● **Exercise instructions**
Filter these entries, keeping only lines that hold the word "Answer".
━━━━━ Dataset excerpts
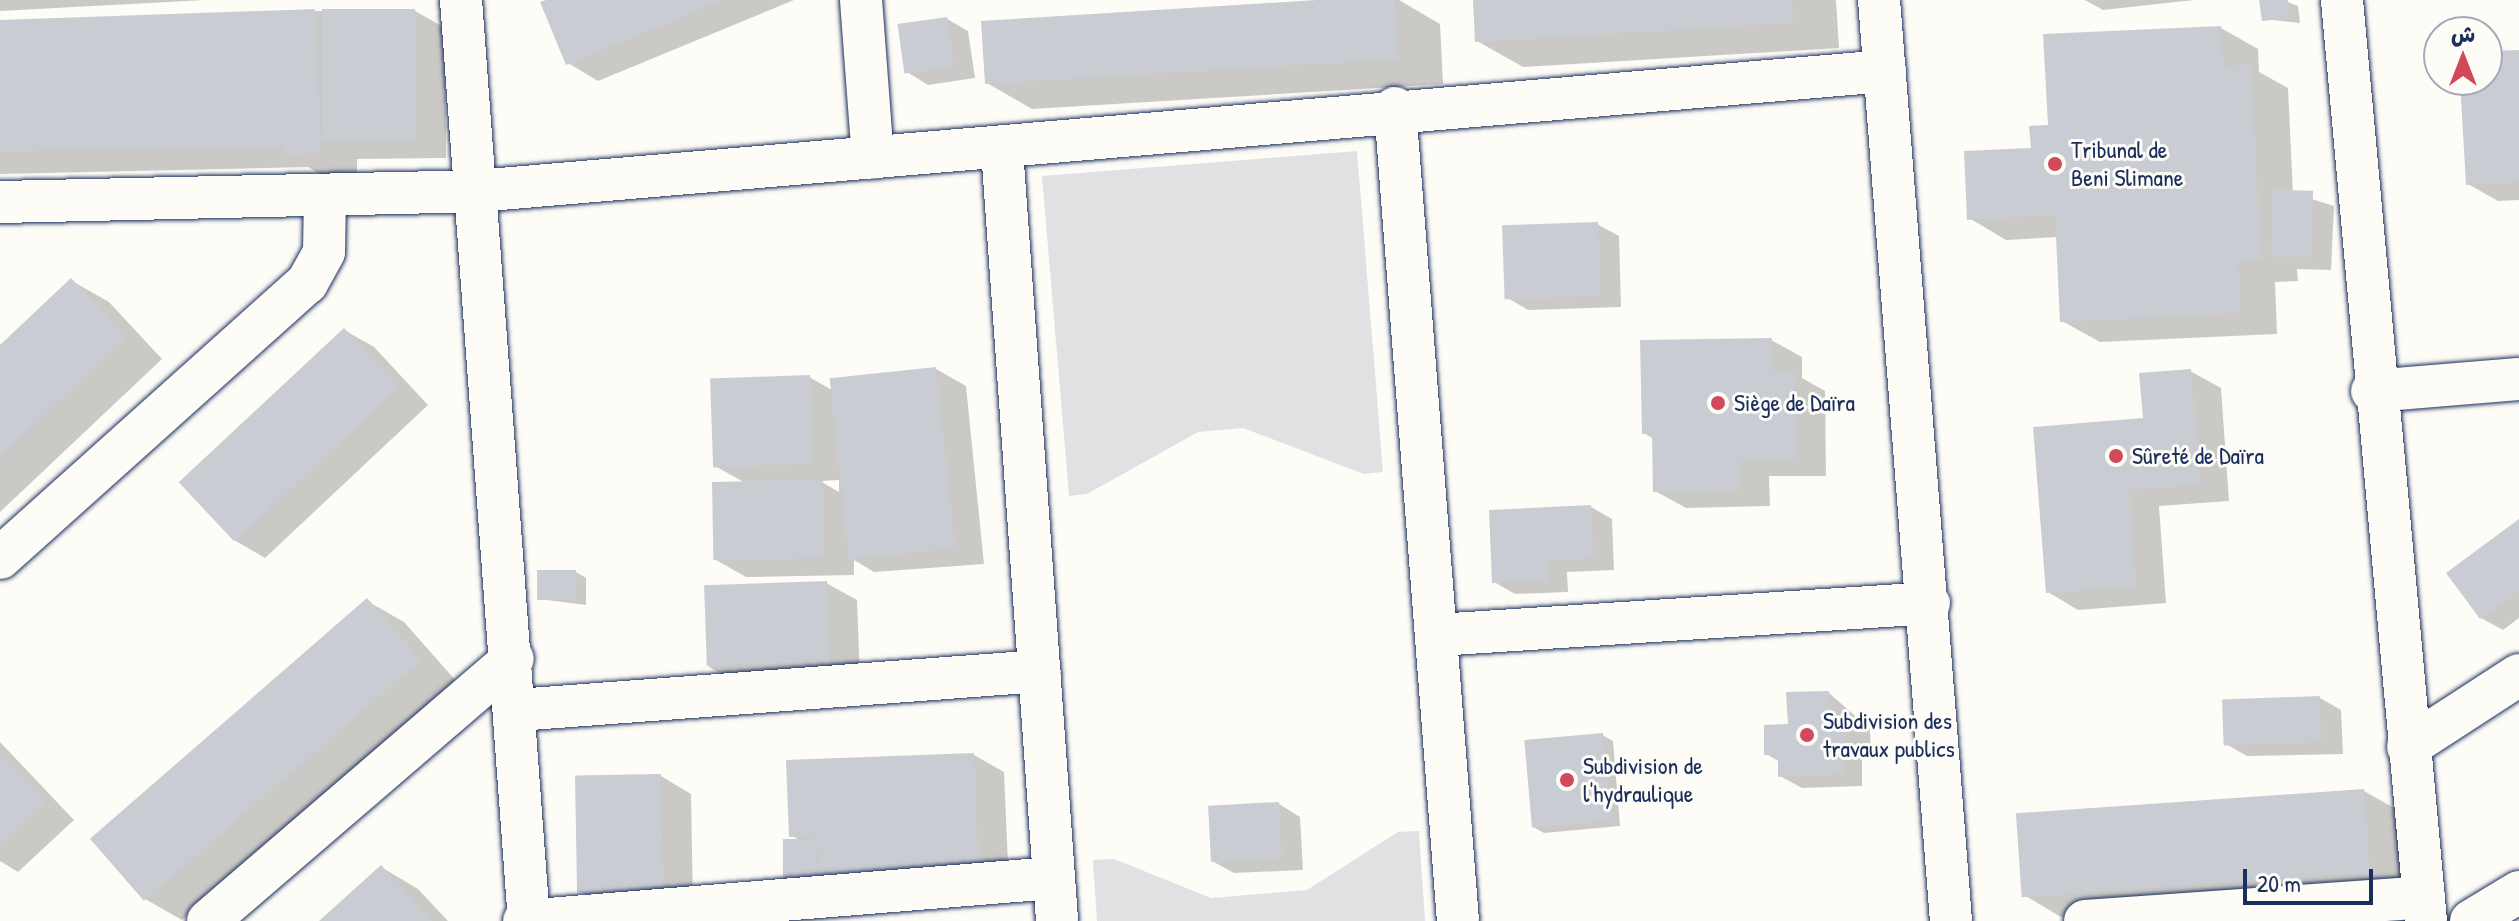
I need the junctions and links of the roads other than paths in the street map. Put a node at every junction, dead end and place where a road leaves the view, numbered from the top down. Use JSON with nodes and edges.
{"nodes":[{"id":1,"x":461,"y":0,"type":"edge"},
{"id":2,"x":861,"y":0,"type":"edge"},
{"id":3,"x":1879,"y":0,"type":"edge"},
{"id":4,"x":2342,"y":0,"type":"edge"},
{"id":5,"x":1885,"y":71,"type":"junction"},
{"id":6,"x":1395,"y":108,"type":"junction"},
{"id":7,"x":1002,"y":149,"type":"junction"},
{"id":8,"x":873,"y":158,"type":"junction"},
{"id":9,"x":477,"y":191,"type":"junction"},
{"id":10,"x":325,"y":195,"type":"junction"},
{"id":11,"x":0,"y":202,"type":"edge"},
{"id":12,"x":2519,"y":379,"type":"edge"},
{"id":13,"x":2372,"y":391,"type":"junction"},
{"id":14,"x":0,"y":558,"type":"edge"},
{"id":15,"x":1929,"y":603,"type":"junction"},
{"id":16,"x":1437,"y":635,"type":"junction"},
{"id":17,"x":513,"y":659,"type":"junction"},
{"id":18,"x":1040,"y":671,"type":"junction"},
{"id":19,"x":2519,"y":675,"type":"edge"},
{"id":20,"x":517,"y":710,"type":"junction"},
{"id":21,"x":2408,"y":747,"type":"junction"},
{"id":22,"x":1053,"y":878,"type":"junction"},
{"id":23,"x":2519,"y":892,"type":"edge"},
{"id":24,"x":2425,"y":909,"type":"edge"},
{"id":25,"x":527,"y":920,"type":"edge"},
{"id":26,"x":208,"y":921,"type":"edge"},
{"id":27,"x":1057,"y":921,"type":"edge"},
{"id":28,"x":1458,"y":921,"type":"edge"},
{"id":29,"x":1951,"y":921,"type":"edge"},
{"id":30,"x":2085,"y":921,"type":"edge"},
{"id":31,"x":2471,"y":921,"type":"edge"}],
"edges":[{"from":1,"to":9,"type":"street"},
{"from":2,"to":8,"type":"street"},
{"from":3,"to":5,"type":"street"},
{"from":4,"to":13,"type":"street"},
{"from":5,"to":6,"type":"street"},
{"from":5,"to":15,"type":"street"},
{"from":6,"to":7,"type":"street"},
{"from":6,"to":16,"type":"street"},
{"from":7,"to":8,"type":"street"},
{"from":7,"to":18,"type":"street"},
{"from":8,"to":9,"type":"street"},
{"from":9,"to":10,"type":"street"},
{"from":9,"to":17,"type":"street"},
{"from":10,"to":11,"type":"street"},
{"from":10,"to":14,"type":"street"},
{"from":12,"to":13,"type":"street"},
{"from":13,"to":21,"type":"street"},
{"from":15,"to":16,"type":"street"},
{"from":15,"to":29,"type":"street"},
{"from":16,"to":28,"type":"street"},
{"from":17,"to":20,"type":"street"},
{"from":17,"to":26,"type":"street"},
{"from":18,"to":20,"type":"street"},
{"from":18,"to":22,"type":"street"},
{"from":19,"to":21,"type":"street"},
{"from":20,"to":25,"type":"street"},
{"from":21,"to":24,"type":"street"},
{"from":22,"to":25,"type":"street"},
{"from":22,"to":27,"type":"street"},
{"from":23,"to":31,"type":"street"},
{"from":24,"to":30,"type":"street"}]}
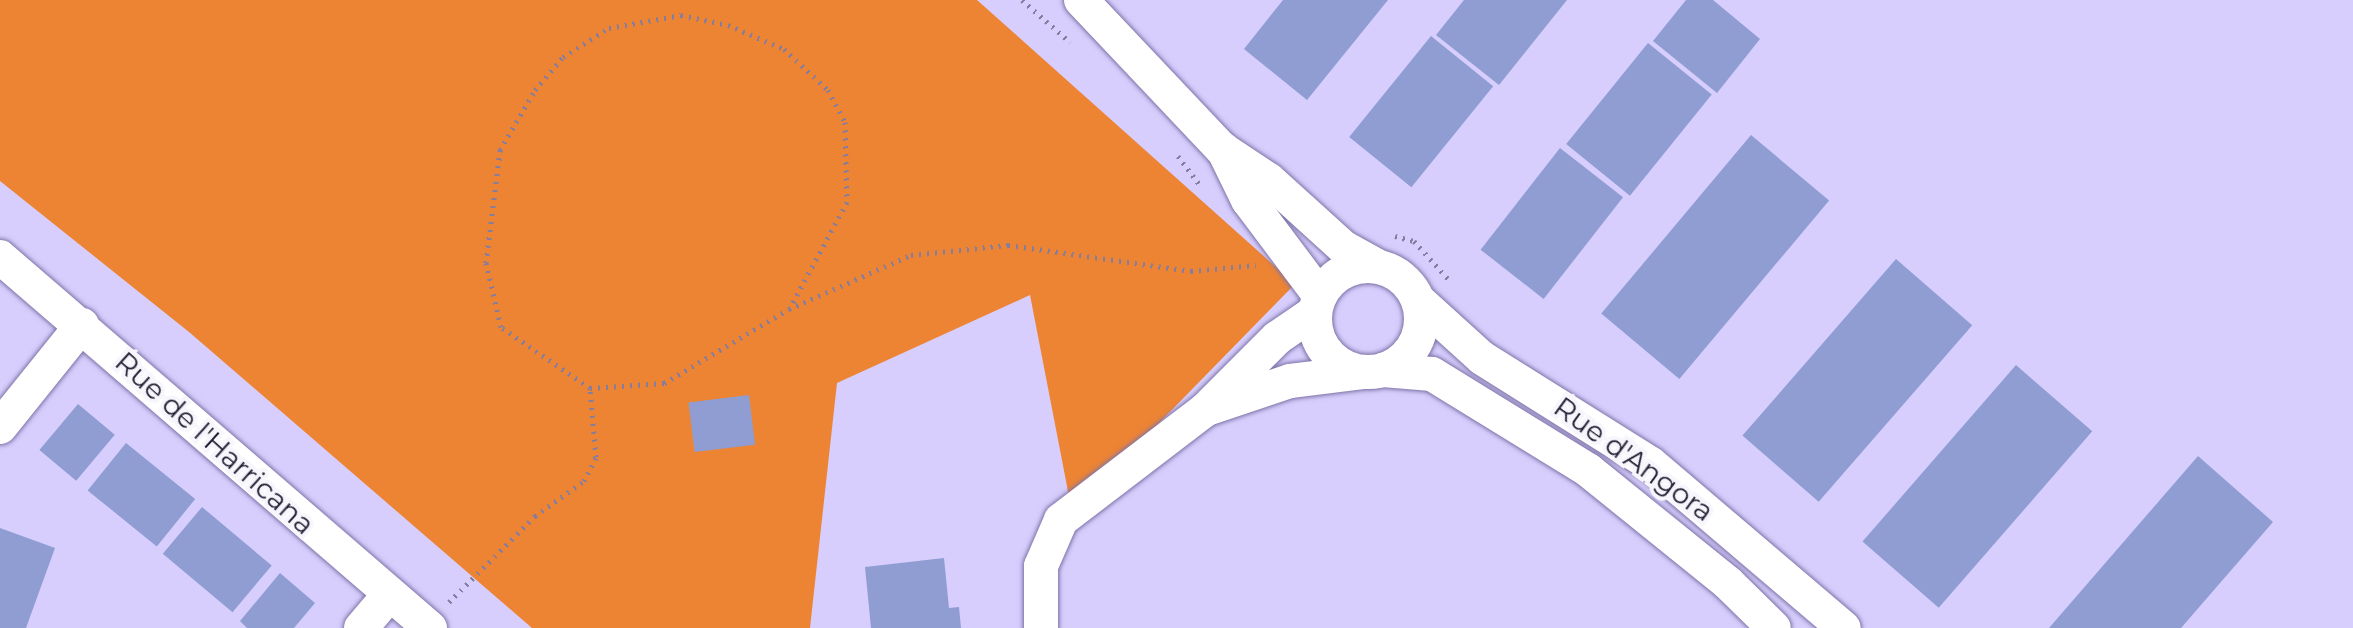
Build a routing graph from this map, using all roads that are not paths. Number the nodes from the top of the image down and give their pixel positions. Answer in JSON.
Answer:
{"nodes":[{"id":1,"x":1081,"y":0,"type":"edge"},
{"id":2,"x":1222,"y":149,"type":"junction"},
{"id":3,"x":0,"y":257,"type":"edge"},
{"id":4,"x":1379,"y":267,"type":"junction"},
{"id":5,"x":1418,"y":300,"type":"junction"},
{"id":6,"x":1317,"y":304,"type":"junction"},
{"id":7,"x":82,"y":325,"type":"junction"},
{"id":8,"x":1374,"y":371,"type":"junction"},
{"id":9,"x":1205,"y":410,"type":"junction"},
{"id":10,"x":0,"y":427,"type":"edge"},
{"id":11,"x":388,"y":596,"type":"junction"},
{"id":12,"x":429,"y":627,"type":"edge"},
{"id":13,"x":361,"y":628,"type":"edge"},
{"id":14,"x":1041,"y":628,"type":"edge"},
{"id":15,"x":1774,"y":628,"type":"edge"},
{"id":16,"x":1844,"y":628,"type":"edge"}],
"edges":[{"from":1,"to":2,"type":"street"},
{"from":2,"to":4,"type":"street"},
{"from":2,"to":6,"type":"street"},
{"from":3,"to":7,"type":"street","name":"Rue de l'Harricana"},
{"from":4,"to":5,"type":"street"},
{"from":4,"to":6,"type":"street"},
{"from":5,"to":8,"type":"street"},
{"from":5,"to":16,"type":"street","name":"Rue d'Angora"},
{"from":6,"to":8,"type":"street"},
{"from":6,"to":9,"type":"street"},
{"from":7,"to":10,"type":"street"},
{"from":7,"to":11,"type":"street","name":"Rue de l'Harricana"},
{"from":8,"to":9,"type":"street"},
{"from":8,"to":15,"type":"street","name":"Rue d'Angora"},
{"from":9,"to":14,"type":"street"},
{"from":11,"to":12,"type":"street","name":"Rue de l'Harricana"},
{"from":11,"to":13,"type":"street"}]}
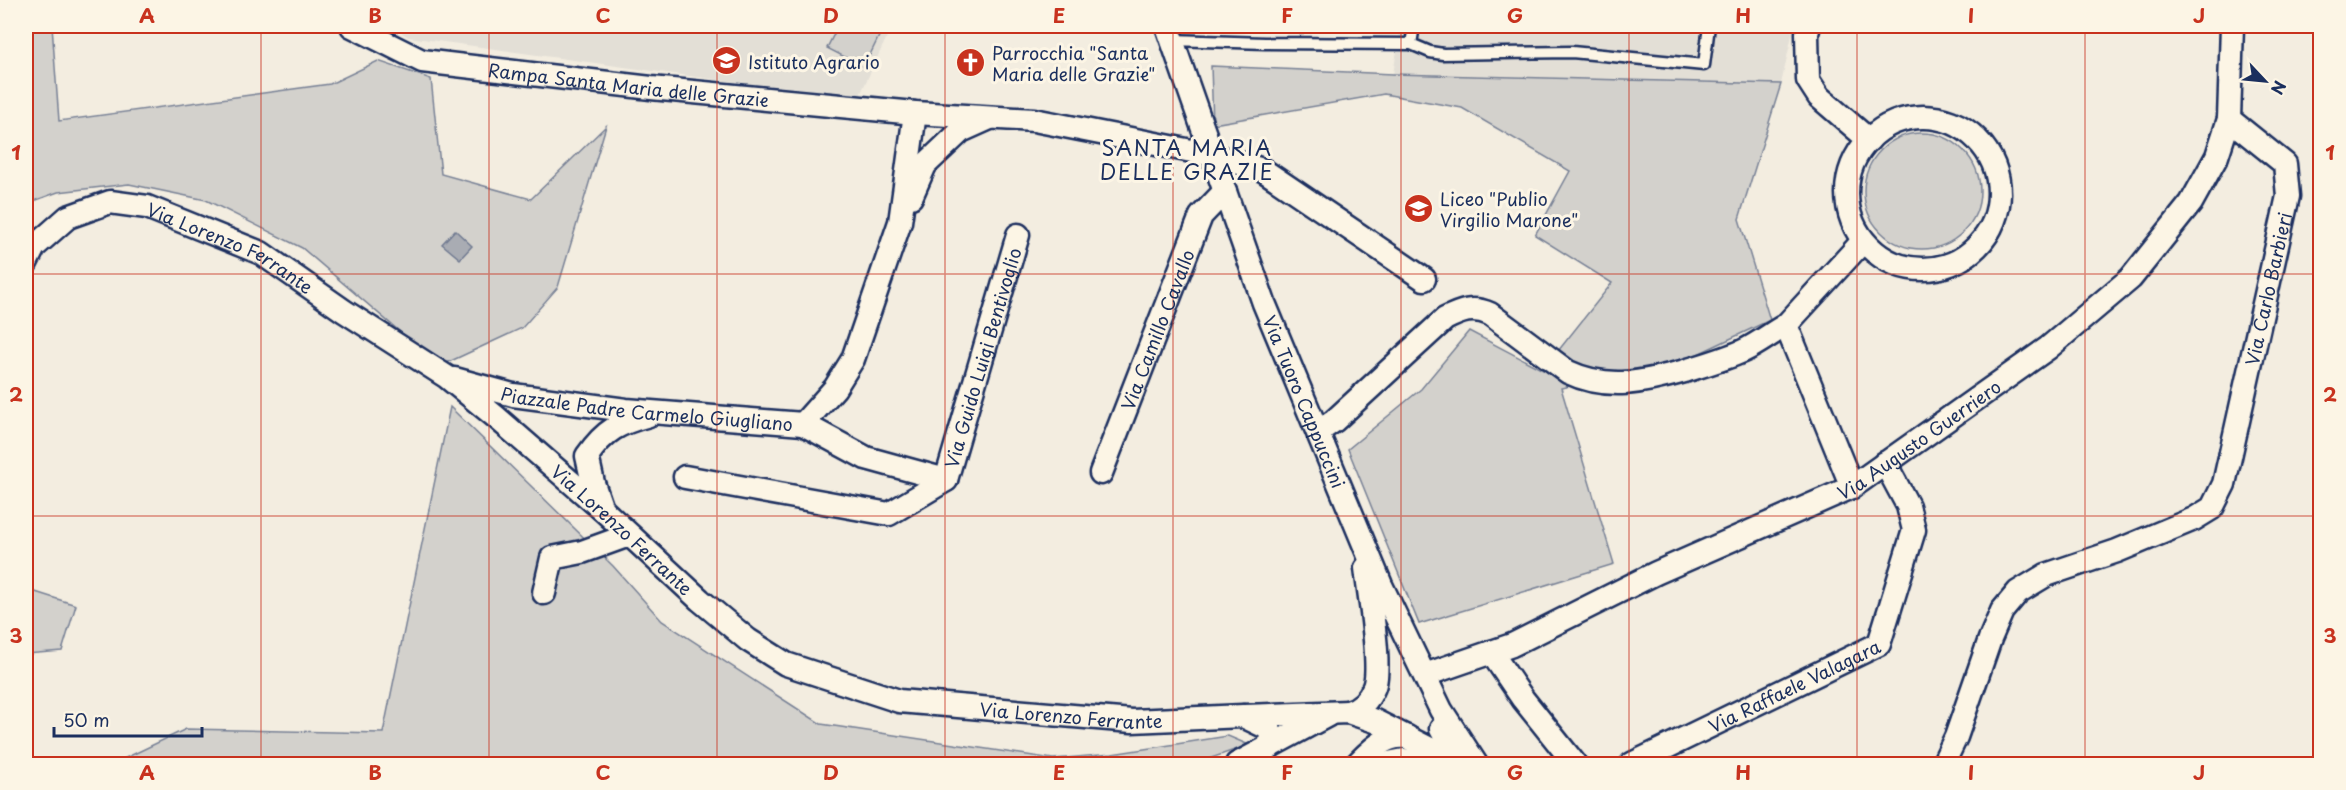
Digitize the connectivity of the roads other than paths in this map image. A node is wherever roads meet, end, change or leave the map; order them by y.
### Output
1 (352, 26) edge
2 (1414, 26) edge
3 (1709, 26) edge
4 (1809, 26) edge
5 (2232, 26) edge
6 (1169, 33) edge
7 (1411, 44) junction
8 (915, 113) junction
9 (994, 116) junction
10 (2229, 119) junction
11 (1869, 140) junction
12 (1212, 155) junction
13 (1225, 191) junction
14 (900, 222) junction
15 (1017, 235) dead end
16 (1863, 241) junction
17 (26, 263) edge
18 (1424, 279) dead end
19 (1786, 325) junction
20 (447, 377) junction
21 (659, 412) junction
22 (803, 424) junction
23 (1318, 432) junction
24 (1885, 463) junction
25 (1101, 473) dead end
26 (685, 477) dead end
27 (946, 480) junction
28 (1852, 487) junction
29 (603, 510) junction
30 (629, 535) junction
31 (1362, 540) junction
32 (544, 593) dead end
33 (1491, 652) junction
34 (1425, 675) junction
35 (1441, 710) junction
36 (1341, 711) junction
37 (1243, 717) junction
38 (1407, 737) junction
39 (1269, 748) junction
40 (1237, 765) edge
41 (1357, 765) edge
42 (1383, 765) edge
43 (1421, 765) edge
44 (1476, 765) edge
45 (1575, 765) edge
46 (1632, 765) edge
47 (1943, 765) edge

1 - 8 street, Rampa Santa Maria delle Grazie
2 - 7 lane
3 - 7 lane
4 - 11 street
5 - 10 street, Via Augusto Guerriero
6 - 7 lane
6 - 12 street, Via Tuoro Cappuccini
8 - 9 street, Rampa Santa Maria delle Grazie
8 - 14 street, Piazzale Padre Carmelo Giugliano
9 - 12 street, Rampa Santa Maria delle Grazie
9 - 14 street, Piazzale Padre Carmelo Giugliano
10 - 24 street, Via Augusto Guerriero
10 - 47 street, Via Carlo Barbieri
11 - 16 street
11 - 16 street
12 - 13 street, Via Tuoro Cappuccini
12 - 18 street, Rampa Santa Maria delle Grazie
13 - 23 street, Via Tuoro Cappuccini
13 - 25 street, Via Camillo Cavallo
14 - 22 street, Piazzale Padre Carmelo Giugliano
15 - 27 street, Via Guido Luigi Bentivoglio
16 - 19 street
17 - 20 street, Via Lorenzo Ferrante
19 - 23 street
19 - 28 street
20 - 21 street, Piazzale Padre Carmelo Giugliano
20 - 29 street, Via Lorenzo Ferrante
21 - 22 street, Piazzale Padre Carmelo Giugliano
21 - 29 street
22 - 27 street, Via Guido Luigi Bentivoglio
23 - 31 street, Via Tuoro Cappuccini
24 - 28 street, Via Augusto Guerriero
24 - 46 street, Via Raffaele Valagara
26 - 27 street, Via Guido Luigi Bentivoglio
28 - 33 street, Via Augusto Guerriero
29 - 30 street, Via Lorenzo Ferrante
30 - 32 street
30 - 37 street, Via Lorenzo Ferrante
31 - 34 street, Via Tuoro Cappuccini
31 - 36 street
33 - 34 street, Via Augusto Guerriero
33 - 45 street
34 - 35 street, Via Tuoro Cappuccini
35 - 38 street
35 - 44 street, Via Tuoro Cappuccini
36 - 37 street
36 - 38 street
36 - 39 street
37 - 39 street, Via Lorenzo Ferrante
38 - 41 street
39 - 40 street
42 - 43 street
━━━━━━━━━━
● **Output below**
Build a routing graph from this map, using all roads that are not paths. Number the nodes from the top of the image down and give their pixel positions. Answer in JSON.
Answer:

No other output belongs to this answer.